§ **ASSIGNMENT**: Go line by line through the records below. Copy whichever lines contain the string "where".

§ **DATA**:
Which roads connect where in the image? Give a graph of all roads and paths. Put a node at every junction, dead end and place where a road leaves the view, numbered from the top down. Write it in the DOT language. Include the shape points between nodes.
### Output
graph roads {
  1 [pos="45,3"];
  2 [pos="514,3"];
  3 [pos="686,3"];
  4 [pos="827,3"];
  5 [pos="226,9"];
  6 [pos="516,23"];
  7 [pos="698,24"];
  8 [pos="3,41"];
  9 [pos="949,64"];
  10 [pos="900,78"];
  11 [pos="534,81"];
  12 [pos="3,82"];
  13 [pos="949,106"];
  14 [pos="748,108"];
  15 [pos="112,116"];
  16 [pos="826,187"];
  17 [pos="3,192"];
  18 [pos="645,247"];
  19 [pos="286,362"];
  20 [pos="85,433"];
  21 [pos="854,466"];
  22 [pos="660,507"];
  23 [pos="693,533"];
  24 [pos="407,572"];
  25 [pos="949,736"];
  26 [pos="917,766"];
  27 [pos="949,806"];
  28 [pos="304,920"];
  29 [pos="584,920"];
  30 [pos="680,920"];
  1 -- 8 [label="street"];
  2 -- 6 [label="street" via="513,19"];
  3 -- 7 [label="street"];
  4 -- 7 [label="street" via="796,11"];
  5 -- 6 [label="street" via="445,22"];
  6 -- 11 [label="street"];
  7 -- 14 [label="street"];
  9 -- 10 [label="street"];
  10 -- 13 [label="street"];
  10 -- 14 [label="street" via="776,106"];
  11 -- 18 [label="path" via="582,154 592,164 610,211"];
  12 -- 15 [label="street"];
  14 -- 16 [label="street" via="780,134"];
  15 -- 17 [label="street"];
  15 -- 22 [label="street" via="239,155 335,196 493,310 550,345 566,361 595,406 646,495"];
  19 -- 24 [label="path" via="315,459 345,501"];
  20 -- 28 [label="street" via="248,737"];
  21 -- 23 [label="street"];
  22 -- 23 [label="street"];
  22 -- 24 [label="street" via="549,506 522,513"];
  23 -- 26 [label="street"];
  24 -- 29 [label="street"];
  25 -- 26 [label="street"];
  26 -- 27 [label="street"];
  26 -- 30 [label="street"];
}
--
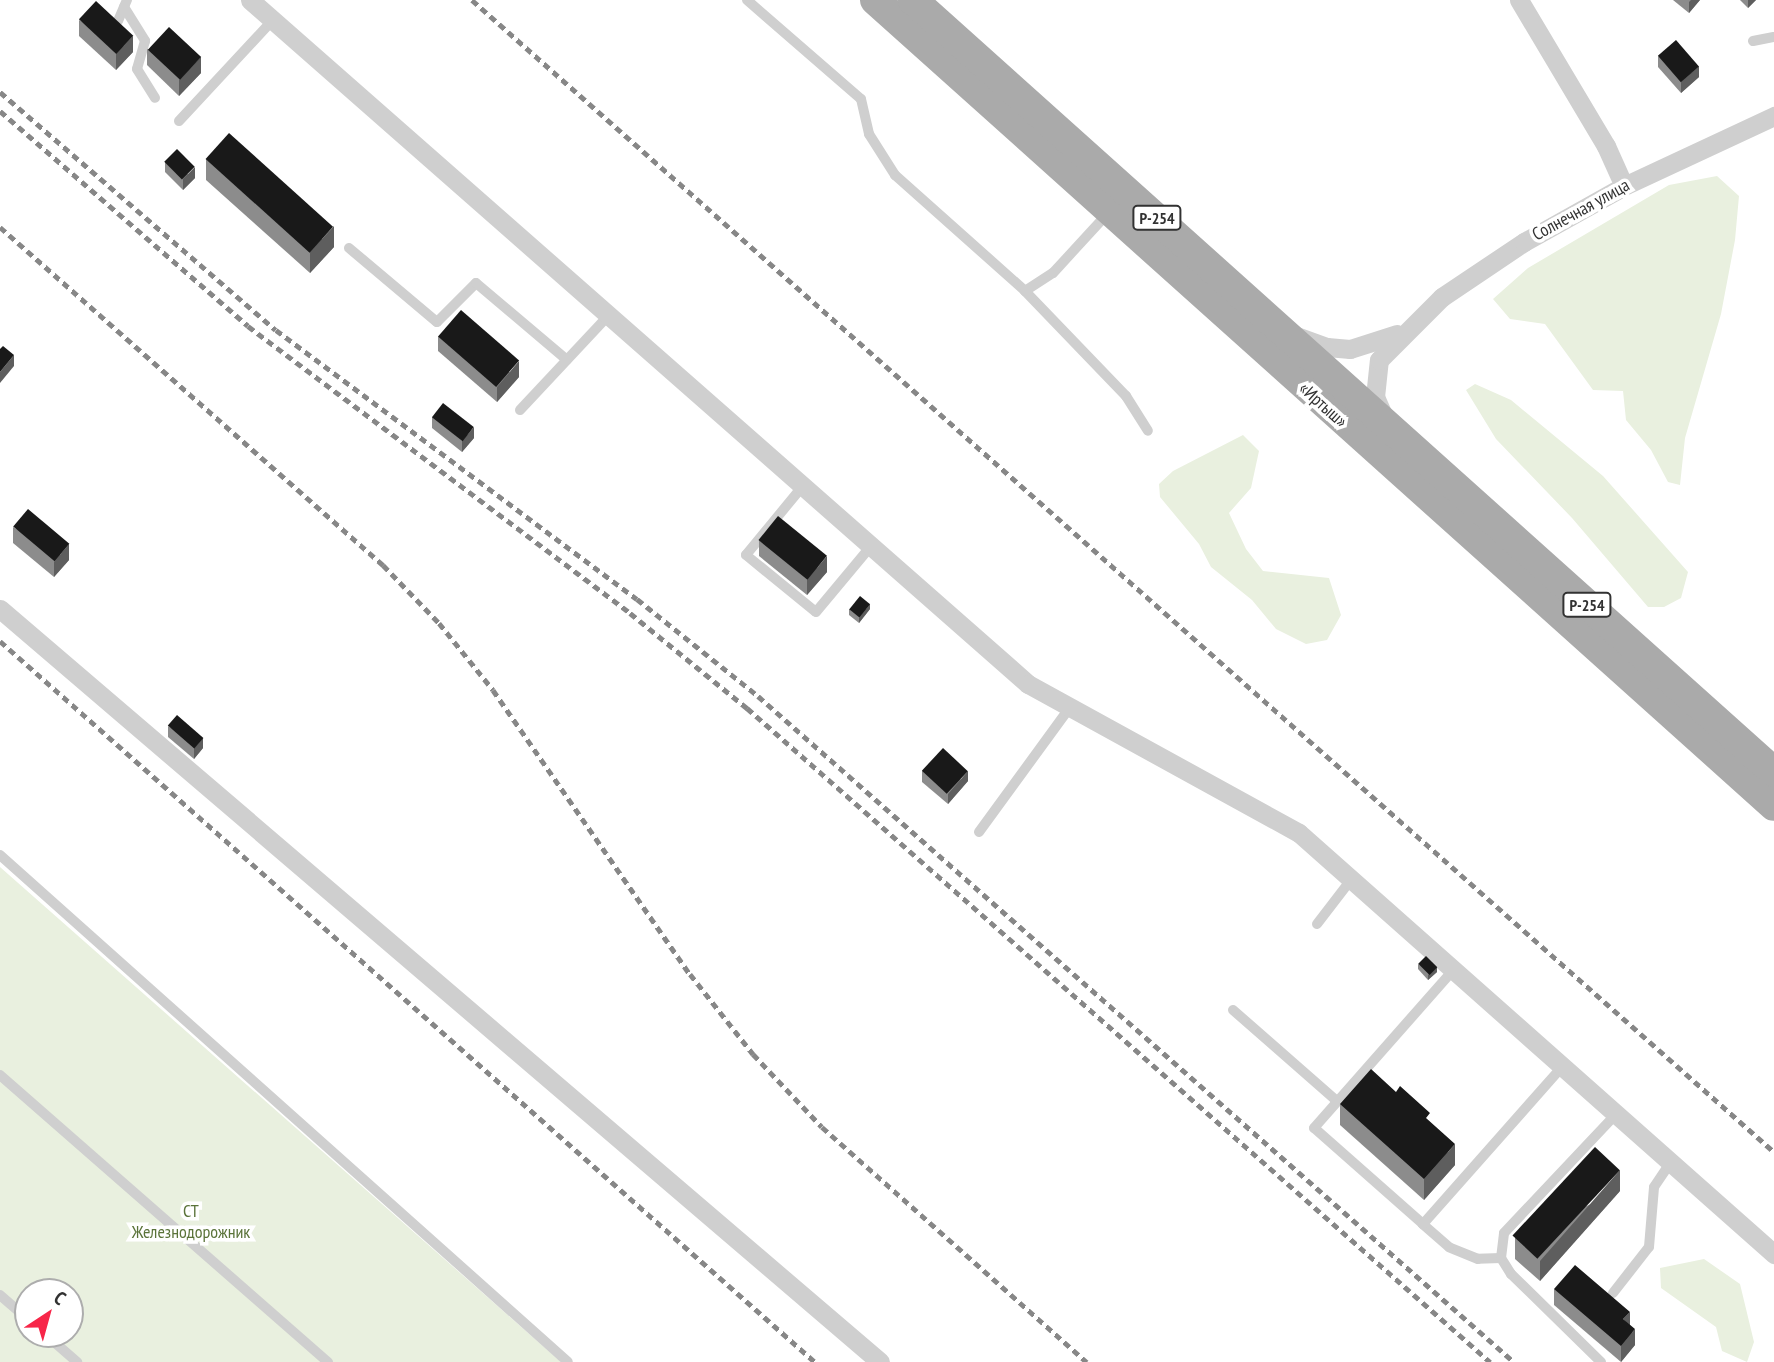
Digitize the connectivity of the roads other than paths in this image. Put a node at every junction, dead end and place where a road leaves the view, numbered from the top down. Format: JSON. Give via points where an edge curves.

§ **OUTPUT FOR THIS EXERCISE**:
Which roads connect where in the image? Give a graph of all roads and paths. Put a node at every junction, dead end and place where a road leaves the view, numbered from the top down. Write it in the DOT language. Include the shape points between nodes.
Digitize the connectivity of the roads other than paths in this image. Put a node at every junction, dead end and place where a road leaves the view, numbered from the top down. Format: JSON. Give via points where an edge curves.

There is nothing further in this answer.